Phillip Sykes, vice-president of insolvency trade body R3, said IVAs have become "much easier to access recently".

He said: "Our members have seen IVAs set up for as low-value debts as a few thousand pounds and with surplus incomes (monthly incomes set aside to make IVA contributions after payment of living expenses) well under £200.

"These IVAs wouldn't have been considered a few years ago and people might have used debt management plans or informal arrangements instead."

The Insolvency Service said 5,452 bankruptcy orders were recorded in the second quarter of this year, marking a fall of almost 16% on the same quarter one year ago.

Bankruptcies have generally been on a downward path in recent years, but the Insolvency Service said the rate of decrease has slowed recently.

Some 7,006 DROs were recorded in the second quarter of this year, marking a fall of nearly 2% on the same period a year ago. This type of insolvency was introduced in 2009 and is aimed at people with relatively low amounts of debt but no realistic prospect of paying it off.

Mr Sykes continued: "The first half of the year can be a busy time for insolvencies thanks to a combination of people putting off dealing with problems until after Christmas and the post-Christmas bills landing on the doormat in January, February or March."

The figures also show that the number of companies going into administration reached a nine-year low in the second quarter of the year.

Some 410 administrations were recorded across England and Wales in April to June, marking the lowest quarterly figure seen since early 2005 and a 35% decrease compared with the same period in 2013.

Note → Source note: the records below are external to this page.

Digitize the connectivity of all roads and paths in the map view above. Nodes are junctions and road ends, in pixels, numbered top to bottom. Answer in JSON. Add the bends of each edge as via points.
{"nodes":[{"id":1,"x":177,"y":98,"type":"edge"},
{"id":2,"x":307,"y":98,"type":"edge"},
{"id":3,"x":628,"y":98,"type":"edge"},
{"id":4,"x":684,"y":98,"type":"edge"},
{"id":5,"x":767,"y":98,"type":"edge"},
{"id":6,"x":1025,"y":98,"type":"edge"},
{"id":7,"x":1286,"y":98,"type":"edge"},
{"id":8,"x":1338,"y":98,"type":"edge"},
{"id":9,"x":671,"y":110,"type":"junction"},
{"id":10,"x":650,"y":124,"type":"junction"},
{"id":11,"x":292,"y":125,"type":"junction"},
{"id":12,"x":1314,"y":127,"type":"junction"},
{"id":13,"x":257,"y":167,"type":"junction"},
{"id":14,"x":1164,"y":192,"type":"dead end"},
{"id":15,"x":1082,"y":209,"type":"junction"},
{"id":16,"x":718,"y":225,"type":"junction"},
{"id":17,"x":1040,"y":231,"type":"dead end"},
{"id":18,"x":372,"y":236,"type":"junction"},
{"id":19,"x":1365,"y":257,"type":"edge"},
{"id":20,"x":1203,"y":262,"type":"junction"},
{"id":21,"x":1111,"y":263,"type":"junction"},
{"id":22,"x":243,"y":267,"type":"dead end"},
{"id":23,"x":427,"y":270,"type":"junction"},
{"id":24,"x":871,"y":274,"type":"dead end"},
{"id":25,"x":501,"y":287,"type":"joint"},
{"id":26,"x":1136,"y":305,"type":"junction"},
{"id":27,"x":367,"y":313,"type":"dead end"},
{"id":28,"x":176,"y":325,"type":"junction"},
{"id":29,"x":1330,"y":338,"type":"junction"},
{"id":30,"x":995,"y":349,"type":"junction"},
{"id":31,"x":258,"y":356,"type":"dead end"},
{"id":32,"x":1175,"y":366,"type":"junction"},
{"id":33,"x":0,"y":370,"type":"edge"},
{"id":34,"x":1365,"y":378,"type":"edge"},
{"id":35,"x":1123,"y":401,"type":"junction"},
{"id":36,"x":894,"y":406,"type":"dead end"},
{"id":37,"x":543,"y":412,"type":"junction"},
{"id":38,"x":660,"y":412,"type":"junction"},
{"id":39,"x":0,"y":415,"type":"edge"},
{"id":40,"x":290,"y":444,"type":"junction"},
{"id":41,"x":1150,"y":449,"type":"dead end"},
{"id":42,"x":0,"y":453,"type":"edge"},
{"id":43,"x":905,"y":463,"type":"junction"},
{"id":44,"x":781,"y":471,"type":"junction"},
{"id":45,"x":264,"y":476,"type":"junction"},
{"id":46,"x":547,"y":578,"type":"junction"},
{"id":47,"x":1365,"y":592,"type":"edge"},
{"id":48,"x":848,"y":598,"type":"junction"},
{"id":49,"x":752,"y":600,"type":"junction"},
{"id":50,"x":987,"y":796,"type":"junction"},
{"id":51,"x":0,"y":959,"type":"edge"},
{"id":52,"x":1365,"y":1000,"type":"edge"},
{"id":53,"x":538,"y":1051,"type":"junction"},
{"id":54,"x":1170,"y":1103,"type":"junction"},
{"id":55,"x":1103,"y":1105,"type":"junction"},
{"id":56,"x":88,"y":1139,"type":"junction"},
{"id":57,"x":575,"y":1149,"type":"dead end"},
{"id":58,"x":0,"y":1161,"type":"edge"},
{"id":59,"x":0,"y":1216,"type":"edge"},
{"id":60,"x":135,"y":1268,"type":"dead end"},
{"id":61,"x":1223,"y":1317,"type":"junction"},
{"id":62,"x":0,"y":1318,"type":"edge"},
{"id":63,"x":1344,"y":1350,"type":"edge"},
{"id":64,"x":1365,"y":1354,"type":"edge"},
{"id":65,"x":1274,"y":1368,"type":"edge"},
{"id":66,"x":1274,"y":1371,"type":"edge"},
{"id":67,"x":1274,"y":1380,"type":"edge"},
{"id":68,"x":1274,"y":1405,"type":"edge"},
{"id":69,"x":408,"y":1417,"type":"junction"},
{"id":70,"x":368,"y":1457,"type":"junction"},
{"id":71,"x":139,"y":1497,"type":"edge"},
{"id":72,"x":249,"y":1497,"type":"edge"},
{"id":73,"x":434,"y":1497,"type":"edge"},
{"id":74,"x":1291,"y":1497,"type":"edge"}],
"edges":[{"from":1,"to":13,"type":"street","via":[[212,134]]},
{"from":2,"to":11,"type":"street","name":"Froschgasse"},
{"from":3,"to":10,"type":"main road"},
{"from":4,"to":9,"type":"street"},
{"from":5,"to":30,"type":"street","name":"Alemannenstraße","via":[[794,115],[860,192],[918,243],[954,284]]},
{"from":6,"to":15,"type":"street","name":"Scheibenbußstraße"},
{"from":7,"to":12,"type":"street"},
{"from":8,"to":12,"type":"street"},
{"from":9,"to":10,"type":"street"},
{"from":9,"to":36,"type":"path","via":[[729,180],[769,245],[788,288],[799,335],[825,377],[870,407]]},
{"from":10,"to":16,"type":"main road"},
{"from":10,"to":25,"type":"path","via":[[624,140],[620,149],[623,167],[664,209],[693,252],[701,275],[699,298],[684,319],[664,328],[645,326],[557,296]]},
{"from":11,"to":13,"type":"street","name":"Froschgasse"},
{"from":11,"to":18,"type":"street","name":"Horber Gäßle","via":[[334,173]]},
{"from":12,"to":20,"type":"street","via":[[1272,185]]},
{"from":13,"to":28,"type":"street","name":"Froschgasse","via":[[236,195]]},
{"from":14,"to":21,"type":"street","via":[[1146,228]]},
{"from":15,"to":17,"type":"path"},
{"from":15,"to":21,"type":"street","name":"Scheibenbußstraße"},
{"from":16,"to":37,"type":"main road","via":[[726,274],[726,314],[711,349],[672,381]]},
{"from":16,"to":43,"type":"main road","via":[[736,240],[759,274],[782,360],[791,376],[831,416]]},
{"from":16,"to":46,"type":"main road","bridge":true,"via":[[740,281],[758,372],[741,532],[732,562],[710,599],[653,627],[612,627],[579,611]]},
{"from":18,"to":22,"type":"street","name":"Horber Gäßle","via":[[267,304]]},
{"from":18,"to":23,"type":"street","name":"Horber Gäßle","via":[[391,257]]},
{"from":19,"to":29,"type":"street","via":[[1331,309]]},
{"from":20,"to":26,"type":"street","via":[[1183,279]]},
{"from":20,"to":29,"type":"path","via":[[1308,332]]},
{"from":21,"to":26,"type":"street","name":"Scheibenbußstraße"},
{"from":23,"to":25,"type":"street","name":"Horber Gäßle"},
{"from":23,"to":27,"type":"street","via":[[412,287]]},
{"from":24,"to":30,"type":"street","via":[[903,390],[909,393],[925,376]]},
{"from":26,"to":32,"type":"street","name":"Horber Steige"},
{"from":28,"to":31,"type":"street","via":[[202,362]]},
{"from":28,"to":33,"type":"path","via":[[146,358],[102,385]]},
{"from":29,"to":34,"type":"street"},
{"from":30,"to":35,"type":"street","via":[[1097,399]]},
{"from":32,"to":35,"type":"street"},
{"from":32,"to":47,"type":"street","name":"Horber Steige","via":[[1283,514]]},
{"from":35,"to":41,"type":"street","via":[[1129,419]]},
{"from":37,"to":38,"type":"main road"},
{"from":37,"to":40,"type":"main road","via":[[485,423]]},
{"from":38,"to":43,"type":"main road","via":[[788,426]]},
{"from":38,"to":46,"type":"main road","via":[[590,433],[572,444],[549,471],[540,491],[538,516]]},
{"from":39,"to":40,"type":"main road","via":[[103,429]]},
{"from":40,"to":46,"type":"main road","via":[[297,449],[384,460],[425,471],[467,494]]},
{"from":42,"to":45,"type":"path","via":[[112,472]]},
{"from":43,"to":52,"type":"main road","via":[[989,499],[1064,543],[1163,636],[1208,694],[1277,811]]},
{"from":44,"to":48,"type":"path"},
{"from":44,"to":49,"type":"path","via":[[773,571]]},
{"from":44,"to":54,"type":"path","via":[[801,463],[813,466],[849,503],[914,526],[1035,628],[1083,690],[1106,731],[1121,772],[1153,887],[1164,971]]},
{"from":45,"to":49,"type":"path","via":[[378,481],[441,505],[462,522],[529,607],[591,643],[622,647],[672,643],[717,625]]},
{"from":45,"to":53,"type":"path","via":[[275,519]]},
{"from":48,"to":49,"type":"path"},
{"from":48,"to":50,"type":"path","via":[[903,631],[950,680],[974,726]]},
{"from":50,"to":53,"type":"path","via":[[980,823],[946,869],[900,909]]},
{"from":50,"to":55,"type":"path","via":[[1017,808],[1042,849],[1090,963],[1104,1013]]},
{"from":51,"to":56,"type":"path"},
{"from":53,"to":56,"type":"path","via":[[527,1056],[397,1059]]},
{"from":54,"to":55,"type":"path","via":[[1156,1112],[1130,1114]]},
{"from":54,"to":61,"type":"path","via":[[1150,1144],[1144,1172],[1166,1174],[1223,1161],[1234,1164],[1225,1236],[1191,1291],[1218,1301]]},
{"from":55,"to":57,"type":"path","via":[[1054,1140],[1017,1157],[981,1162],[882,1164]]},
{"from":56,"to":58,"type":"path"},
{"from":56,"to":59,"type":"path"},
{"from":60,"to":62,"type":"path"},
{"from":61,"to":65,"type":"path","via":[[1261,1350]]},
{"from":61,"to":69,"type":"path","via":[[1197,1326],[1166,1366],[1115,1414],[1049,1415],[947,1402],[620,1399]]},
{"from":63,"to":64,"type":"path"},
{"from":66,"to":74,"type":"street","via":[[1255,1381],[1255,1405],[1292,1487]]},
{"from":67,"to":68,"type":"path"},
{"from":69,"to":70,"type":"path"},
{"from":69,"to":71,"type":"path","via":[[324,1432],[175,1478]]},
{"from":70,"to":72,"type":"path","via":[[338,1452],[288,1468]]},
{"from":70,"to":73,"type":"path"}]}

Meanwhile, there were 2,487 voluntary company liquidations during the second quarter, representing an 18% decline on the same period a year ago and the lowest quarterly figure seen since 2008.

The number of companies subject to a compulsory winding-up order also edged down, remaining in line with a "fairly stable" trend seen since mid-2012, the Insolvency Service said.

Mr Sykes said of the corporate insolvency figures: " Some sectors, like the legal sector, have encountered regulatory challenges, which has led to higher insolvency numbers there, but for everyone else the past few years have been the same story: low interest rates and lenient lenders.

"An interest rise could cause some businesses extra problems, but it would have to be more than a couple of quarters of a percentage point to make any real difference."